> _Provided data_
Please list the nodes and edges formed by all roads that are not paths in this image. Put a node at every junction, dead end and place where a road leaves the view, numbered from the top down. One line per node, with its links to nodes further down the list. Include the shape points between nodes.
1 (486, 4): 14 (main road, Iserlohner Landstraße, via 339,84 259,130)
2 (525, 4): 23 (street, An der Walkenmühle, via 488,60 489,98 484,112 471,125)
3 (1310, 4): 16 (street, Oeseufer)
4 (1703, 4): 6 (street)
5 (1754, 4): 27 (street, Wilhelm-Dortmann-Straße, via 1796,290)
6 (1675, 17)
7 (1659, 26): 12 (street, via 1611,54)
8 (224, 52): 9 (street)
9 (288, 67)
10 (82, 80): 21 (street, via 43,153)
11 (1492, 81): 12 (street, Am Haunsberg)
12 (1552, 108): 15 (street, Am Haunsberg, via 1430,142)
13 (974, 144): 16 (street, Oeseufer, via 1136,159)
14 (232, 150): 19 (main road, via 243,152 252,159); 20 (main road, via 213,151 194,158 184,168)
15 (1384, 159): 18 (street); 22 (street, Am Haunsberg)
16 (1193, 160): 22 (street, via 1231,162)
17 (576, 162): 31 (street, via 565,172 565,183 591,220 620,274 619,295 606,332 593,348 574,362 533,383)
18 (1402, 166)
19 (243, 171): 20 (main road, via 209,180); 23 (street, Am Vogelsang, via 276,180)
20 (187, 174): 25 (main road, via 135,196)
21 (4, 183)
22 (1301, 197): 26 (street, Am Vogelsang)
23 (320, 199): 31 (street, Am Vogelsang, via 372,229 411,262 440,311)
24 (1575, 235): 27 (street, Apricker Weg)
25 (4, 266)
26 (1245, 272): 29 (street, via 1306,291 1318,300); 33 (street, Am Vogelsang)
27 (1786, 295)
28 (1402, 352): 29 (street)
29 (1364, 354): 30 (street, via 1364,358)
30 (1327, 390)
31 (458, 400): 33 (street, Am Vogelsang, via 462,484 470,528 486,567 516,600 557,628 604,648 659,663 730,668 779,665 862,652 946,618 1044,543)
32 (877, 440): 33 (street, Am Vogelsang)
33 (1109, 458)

> _Assignment_
Word for word, return each of the entries.

> _Task response_
Please list the nodes and edges formed by all roads that are not paths in this image. Put a node at every junction, dead end and place where a road leaves the view, numbered from the top down. One line per node, with its links to nodes further down the list. Include the shape points between nodes.
1 (486, 4): 14 (main road, Iserlohner Landstraße, via 339,84 259,130)
2 (525, 4): 23 (street, An der Walkenmühle, via 488,60 489,98 484,112 471,125)
3 (1310, 4): 16 (street, Oeseufer)
4 (1703, 4): 6 (street)
5 (1754, 4): 27 (street, Wilhelm-Dortmann-Straße, via 1796,290)
6 (1675, 17)
7 (1659, 26): 12 (street, via 1611,54)
8 (224, 52): 9 (street)
9 (288, 67)
10 (82, 80): 21 (street, via 43,153)
11 (1492, 81): 12 (street, Am Haunsberg)
12 (1552, 108): 15 (street, Am Haunsberg, via 1430,142)
13 (974, 144): 16 (street, Oeseufer, via 1136,159)
14 (232, 150): 19 (main road, via 243,152 252,159); 20 (main road, via 213,151 194,158 184,168)
15 (1384, 159): 18 (street); 22 (street, Am Haunsberg)
16 (1193, 160): 22 (street, via 1231,162)
17 (576, 162): 31 (street, via 565,172 565,183 591,220 620,274 619,295 606,332 593,348 574,362 533,383)
18 (1402, 166)
19 (243, 171): 20 (main road, via 209,180); 23 (street, Am Vogelsang, via 276,180)
20 (187, 174): 25 (main road, via 135,196)
21 (4, 183)
22 (1301, 197): 26 (street, Am Vogelsang)
23 (320, 199): 31 (street, Am Vogelsang, via 372,229 411,262 440,311)
24 (1575, 235): 27 (street, Apricker Weg)
25 (4, 266)
26 (1245, 272): 29 (street, via 1306,291 1318,300); 33 (street, Am Vogelsang)
27 (1786, 295)
28 (1402, 352): 29 (street)
29 (1364, 354): 30 (street, via 1364,358)
30 (1327, 390)
31 (458, 400): 33 (street, Am Vogelsang, via 462,484 470,528 486,567 516,600 557,628 604,648 659,663 730,668 779,665 862,652 946,618 1044,543)
32 (877, 440): 33 (street, Am Vogelsang)
33 (1109, 458)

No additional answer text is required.